- Problem:
Show every line in the records below that contains the word "Guevara".

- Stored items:
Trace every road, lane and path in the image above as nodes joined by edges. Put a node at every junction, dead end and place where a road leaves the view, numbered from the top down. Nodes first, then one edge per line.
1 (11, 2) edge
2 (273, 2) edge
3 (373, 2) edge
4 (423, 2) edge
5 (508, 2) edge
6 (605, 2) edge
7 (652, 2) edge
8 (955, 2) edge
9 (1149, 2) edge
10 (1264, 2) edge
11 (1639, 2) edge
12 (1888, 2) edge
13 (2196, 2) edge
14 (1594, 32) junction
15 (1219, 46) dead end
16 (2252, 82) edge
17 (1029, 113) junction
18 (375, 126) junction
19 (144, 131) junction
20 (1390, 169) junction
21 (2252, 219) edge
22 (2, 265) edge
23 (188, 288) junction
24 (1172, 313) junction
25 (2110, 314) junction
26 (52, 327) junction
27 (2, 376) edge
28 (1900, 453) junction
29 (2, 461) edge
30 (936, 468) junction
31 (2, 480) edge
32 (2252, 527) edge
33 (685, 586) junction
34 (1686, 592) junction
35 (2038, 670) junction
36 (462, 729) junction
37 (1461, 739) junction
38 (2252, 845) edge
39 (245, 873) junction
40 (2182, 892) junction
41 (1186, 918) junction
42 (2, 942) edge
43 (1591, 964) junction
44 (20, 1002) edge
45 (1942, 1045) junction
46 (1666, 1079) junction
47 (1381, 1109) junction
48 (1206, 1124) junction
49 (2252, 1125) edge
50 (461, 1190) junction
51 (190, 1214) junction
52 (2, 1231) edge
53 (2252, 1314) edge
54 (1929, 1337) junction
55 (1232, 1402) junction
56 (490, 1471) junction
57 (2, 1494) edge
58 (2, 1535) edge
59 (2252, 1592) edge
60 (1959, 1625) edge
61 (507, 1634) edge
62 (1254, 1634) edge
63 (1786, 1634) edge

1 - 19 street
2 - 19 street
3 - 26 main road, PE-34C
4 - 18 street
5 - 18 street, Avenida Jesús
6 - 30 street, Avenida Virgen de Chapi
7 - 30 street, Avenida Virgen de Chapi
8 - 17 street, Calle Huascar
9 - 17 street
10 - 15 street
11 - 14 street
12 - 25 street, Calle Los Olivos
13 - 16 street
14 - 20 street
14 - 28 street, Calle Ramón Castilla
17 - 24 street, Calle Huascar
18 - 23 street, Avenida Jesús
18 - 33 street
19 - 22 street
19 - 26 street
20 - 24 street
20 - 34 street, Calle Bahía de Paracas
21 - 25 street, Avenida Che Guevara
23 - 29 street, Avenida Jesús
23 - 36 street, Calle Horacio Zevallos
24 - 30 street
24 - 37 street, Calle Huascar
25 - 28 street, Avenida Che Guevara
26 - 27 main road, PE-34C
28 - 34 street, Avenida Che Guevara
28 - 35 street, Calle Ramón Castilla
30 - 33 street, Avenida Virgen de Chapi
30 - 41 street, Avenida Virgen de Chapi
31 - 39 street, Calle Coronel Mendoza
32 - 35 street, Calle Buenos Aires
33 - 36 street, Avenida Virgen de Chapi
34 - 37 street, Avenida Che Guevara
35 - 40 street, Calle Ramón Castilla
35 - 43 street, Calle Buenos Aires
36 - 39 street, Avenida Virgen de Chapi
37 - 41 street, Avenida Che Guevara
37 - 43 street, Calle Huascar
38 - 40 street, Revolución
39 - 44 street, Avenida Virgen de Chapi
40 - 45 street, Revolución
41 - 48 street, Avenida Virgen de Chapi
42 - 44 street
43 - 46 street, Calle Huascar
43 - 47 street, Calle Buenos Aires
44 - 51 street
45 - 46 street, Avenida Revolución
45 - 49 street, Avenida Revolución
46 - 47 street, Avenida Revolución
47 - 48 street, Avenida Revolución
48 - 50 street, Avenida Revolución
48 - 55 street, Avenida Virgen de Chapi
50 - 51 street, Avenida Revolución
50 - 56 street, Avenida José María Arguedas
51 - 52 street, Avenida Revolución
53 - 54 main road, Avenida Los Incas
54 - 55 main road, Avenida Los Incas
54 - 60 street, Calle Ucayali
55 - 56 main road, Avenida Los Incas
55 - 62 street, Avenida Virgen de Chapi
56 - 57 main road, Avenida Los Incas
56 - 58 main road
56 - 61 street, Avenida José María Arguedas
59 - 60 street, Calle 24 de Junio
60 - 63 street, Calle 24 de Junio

- Output of the task:
21 - 25 street, Avenida Che Guevara
25 - 28 street, Avenida Che Guevara
28 - 34 street, Avenida Che Guevara
34 - 37 street, Avenida Che Guevara
37 - 41 street, Avenida Che Guevara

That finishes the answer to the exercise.